Virgin Galactic and Blue Origin are also doing as much. Both companies offer training programs to teach travelers essential space skills such as the correct way to get into and out of a capsule, how to move around in a zero-gravity environment, safety, and how to prepare psychologically for the trip in order to get the maximum benefit from this experience.
Space tourism is just getting off the ground, but the concept is already generating a great deal of interest in the travel and shipping industries, not to mention Wall Street. Investment firm UBS believes that many people will want to take a ride into space and that related businesses will emerge.
“While space tourism is still at a nascent phase, we think that as technology becomes proven, and the cost falls due to technology and competition, space tourism will become more mainstream,” UBS analysts Jarrod Castle and Myles Walton told CNBC. Moreover, “Space tourism could be the stepping stone for the development of long-haul travel on Earth serviced by space,” they added.
UBS estimates that the overall space industry, which currently is about a $400 billion business, will double to $805 billion by 2030 when adding in space tourism and related areas like shipping.
Private space companies “are investing aggressively across the space opportunity,” UBS noted, adding this could open additional areas for investment. One of these is long distance travel, as flights lasting 10 or more hours could change dramatically because of new rocket technology.
SpaceX, for example, is building a gigantic rocket that will be able to fly as many as 100 people around the world in minutes. A trip from New York to Shanghai would take just 39 minutes - a small fraction of the 15 hours planes need to make this trip now.
UBS says there are more than 150 million passengers a year that fly on trips that take more than 10 hours. Last year there were 527,000 such trips with an average of 309 seats on each. “If we assume that 5 percent of these flights in the future are serviced by space at $2,500 per trip, the revenue opportunity as of today would be more than $20 billion per year.”
As rockets become faster and more powerful, it may become possible to ship some goods long distances the same day they are ordered, an important new development for many businesses and their customers but also one that potentially could disrupt or even cannibalize existing travel and shipping industries.
With so much activity in space - tourism, shipping, flights to the Moon and beyond, etc. - investors too are looking closely at this emerging industry. There’s always speculation that SpaceX, the Crown Jewel of this industry, will go public, but so far it’s owned by Musk and probably will remain so for the near future at least.
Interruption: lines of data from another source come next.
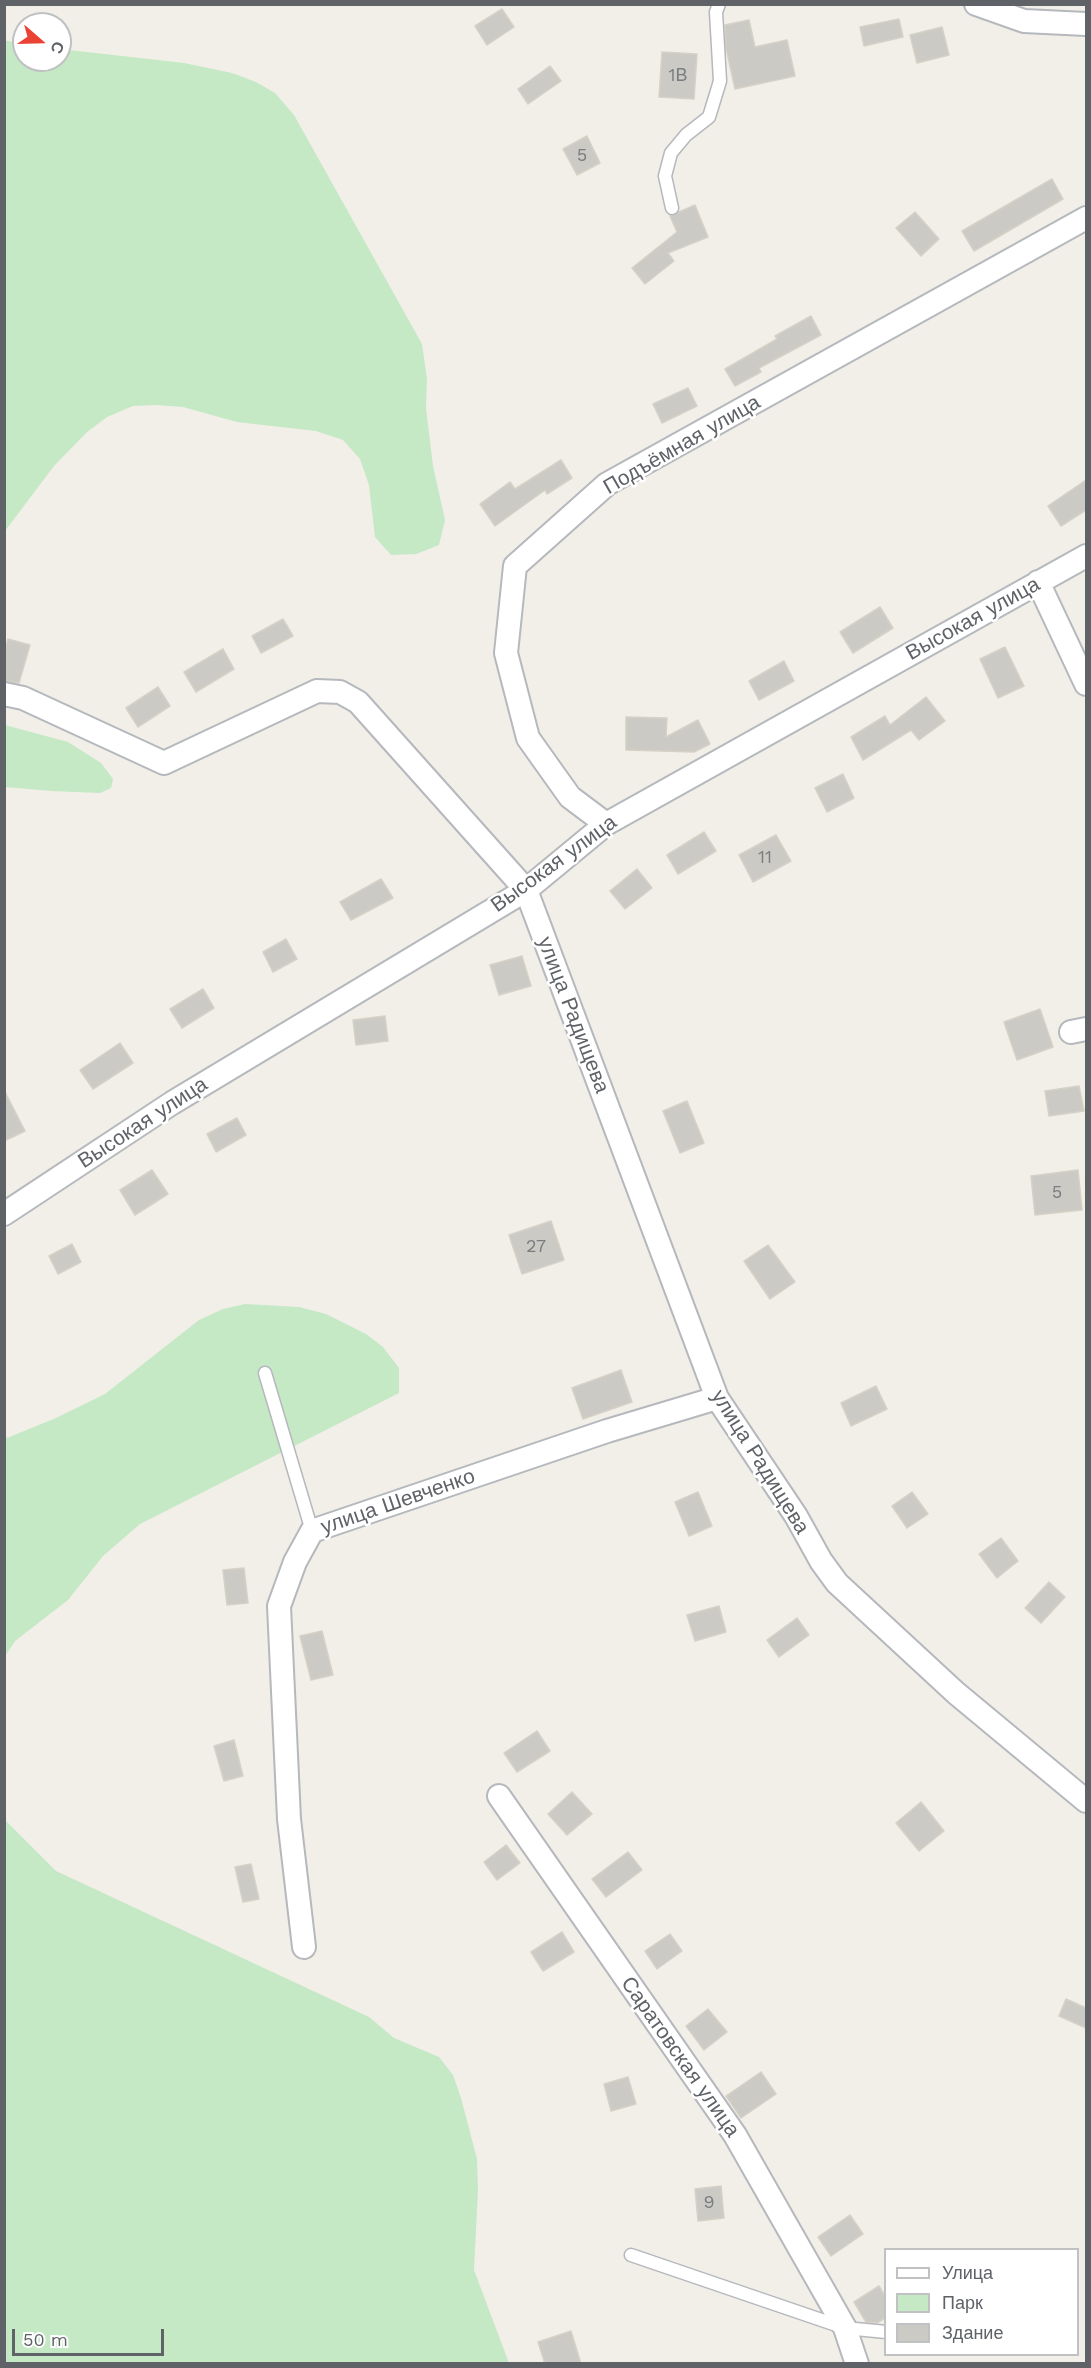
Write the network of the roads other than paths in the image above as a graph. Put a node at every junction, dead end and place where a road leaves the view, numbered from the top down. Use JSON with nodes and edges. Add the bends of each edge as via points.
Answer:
{"nodes":[{"id":1,"x":718,"y":4,"type":"edge"},
{"id":2,"x":976,"y":4,"type":"edge"},
{"id":3,"x":1086,"y":24,"type":"edge"},
{"id":4,"x":672,"y":208,"type":"dead end"},
{"id":5,"x":1086,"y":218,"type":"edge"},
{"id":6,"x":1086,"y":556,"type":"edge"},
{"id":7,"x":1038,"y":582,"type":"junction"},
{"id":8,"x":1086,"y":684,"type":"edge"},
{"id":9,"x":4,"y":694,"type":"edge"},
{"id":10,"x":606,"y":824,"type":"junction"},
{"id":11,"x":526,"y":890,"type":"junction"},
{"id":12,"x":4,"y":1214,"type":"edge"},
{"id":13,"x":265,"y":1373,"type":"dead end"},
{"id":14,"x":717,"y":1398,"type":"junction"},
{"id":15,"x":312,"y":1531,"type":"junction"},
{"id":16,"x":499,"y":1796,"type":"dead end"},
{"id":17,"x":1086,"y":1801,"type":"edge"},
{"id":18,"x":304,"y":1947,"type":"dead end"},
{"id":19,"x":631,"y":2256,"type":"dead end"},
{"id":20,"x":844,"y":2328,"type":"junction"},
{"id":21,"x":884,"y":2332,"type":"edge"},
{"id":22,"x":857,"y":2364,"type":"edge"}],
"edges":[{"from":1,"to":4,"type":"lane","via":[[720,81],[709,117],[671,153],[665,176]]},
{"from":2,"to":3,"type":"street","via":[[1024,21]]},
{"from":5,"to":10,"type":"street","name":"Подъёмная улица","via":[[607,484],[514,566],[506,653],[528,738],[570,797]]},
{"from":6,"to":7,"type":"street","name":"Высокая улица"},
{"from":7,"to":8,"type":"street"},
{"from":7,"to":10,"type":"street","name":"Высокая улица"},
{"from":9,"to":11,"type":"street","via":[[23,698],[164,763],[317,691],[339,692],[358,702]]},
{"from":10,"to":11,"type":"street","name":"Высокая улица"},
{"from":11,"to":12,"type":"street","name":"Высокая улица","via":[[172,1103]]},
{"from":11,"to":14,"type":"street","name":"улица Радищева"},
{"from":13,"to":15,"type":"lane"},
{"from":14,"to":15,"type":"street","name":"улица Шевченко"},
{"from":14,"to":17,"type":"street","name":"улица Радищева","via":[[837,1583],[956,1694]]},
{"from":15,"to":18,"type":"street","name":"улица Шевченко","via":[[295,1562],[279,1606],[289,1819]]},
{"from":16,"to":20,"type":"street","name":"Саратовская улица","via":[[735,2135]]},
{"from":19,"to":20,"type":"lane"},
{"from":20,"to":21,"type":"lane"},
{"from":20,"to":22,"type":"street","name":"Саратовская улица"}]}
But other space-related companies are already on the market and more are planning to go public according to Investors.com, and among them are Astra Space, Momentus, Vector Acquisition, and Redwire Space.
Meanwhile, Boeing is developing its own space taxis (as well as the most powerful rocket in the world). Lockheed Martin is working with NASA and some very small companies on projects that would ferry astronauts to the Moon and Mars. And there are a number of space-related ETFs (exchange traded funds), including a Cathie Wood’s ARK Space Exploration ETF.
Just because a stock or an ETF is in an exciting industry doesn’t make it a good or timely investment. This determination needs to be made with a financial advisor. In this case, investors who pick the right space stock(s) will be in the rare position of literally watching them take off.